Konuşmasına ekonomik göstergeler üzerinden sürdüren ve genç işsizliğine dikkat çeken Babacan, şunları söyledi:

“Türkiye işsizlikten kırılıyor. Gençler mezun oluyor, iş bulamıyor. Ev genci diye anılmaya başladılar. Sabahları yatakta geceleri ayaktalar. Anne babalarıyla çok muhatap olmak istemiyorlar. İş bulamamanın kendi suçları olduğuyla alakalı bir ima ve baskı var. Bu gidişatın durması çok kolay. Önce sağlam bir demokrasi lazım. Sağlam ekonomi ancak sağlam bir hukuk, adalet ve demokrasi zemininde oluşur. Bu devlet faize ödediği parayı nereden buluyor? 84 milyon tüketirken vergileri topluyor, bir avuç insana 400 milyar TL faiz ödüyor. Şu anda yoksuldan zengine doğru büyük bir servet transferi yaşanıyor. Mutlu bir azınlık parasını bankaya yatırdıysa faiz geliri, kur farkı… Bunlar gayet mutlu. Hiçbir iş yapmıyor, üretmiyor. Sadece paraları bankada duruyor. Devlet de onlara 400 milyar lira faiz ödüyor.

‘TÜRKİYE ZENGİN ANCAK KÖTÜ YÖNETİLİYOR’

Babacan, Türkiye’nin aslında çok zengin bir ülke olduğuna ancak kötü yönetildiğine işaret ederek,

“Zenginliğimiz birtakım siyasi ilişki ağlarına, dar bir çıkar çevresine peşkeş çekiliyor. Adaletsiz ihaleleri, bir çırpıda vurulan voleleri, üç-beş yerden alınan maaşları içimize sindirmiyoruz. Kabul etmeyeceğiz. Bizim dönemimizde ülke topyekûn zenginleşecek. Bu zenginlikten toplumun her kesimi istifade edecek. Türkiye’yi DEVA Partisi’yle bu bölgenin en güçlü ülkesi, en güçlü ekonomisi yapacağız” dedi.

‘BAKTIM, MASA ÖRTÜSÜNÜN ALTINDA HDP YOK’

Babacan, HDP’ye ve geçiş sürecine ilişkin gelen sorular üzerine şunları söyledi:
 
“HDP’yle diyalogumuz var. Başka partilerin de diyalogu olabilir. Diyalog ayrı, iş birliği ayrı konu. Altılı masada HDP yok. Hükûmete yakın basına bakacak olursak, ‘Masa örtüsünün altını kaldırın, altında’ falan filan. Ben açıyorum bakıyorum, yok. Hiçbir toplantıya katılmadılar. Dolabın içinde falan da yoklar.”

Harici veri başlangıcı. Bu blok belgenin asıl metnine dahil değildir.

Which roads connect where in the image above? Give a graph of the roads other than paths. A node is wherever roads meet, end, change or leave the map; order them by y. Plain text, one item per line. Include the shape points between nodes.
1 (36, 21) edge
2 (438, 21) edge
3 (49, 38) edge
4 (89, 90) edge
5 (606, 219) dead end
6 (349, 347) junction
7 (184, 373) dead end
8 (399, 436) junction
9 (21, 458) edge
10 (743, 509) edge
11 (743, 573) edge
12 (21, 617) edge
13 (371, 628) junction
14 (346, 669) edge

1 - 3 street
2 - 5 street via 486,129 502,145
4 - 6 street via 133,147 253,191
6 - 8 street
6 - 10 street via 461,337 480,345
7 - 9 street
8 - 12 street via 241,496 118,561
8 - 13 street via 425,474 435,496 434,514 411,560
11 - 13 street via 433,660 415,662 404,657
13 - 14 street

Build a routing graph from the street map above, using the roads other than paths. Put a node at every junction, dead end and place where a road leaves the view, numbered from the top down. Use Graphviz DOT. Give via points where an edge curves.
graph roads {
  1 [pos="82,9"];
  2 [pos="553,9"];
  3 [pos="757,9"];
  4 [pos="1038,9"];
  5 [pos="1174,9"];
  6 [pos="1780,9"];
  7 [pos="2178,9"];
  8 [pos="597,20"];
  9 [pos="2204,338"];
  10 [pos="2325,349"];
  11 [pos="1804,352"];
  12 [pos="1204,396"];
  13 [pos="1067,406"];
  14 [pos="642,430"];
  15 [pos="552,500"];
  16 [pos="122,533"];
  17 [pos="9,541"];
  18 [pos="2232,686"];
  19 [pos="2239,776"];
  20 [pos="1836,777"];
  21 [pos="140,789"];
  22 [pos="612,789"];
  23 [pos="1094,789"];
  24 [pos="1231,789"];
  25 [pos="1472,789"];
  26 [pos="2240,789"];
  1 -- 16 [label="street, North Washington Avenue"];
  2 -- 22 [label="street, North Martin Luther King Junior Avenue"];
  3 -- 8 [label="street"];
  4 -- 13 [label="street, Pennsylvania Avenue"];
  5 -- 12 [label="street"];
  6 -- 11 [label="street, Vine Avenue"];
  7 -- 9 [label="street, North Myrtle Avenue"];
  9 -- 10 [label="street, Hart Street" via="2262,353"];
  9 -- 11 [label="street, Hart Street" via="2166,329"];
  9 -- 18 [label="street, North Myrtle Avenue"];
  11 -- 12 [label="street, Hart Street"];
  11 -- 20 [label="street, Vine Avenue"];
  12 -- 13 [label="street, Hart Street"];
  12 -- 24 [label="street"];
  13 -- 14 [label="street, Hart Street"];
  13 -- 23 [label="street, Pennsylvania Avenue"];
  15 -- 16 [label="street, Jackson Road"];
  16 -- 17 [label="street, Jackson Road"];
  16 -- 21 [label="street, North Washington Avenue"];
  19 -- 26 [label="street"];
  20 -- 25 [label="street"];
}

Babacan konuşmasının devamında şu noktalara dikkat çekti:

BU KAVGA, ÇATIŞMA BİTMELİ: Bugünkü Anayasaya, yasalara göre kurulmuş bir siyasi parti ve belli bir kimliğin, iddianın temsilcisi olan partinin demokratik sistemimizde yok görünmemesi lazım. Eğer yarınlar konusunda uzlaşma diyorsak, mutabakat arayışı diyorsak, ortak bir hedef oluşturma niyeti varsa biz bunu herkesle oturup konuşuruz. Çünkü bu kavga, bu çatışma artık bitmeli bu ülkede.”
 
GEÇİŞ DÖNEMİNİ ÇOK UZATMAYALIM: Geçiş sürecinde ülkenin parlamenter sistemin ruhuna uygun yönetilmesi gerektiğini, bu sürenin mümkün olduğunca kısa olması gerektiğini düşünüyoruz. Bazıları ‘Cumhurbaşkanının yetkileri çok önemli, şöyle birkaç yıl kullanılmalı’ diyor. Ben de onlara diyorum ki: Bir dakika! Eğer o yetkiler çok önemliyse niye parlamenter sisteme geçiyoruz? Eğer bir kişi aklına estiği gibi ülkeyi yönetecekse, bu da iyi bir şeyse devam etsin. Yok, parlamenter sistem iyiyse, özünde istişare varsa, bir an önce buna geçelim. Geçiş dönemini çok uzatmayalım. Bizim görüşümüz bu yönde ama diğer partilerle de görüşülmesi lazım çünkü geçiş döneminin tasarımı mutabakat gerektiren bir husus olacak.” (DUVAR)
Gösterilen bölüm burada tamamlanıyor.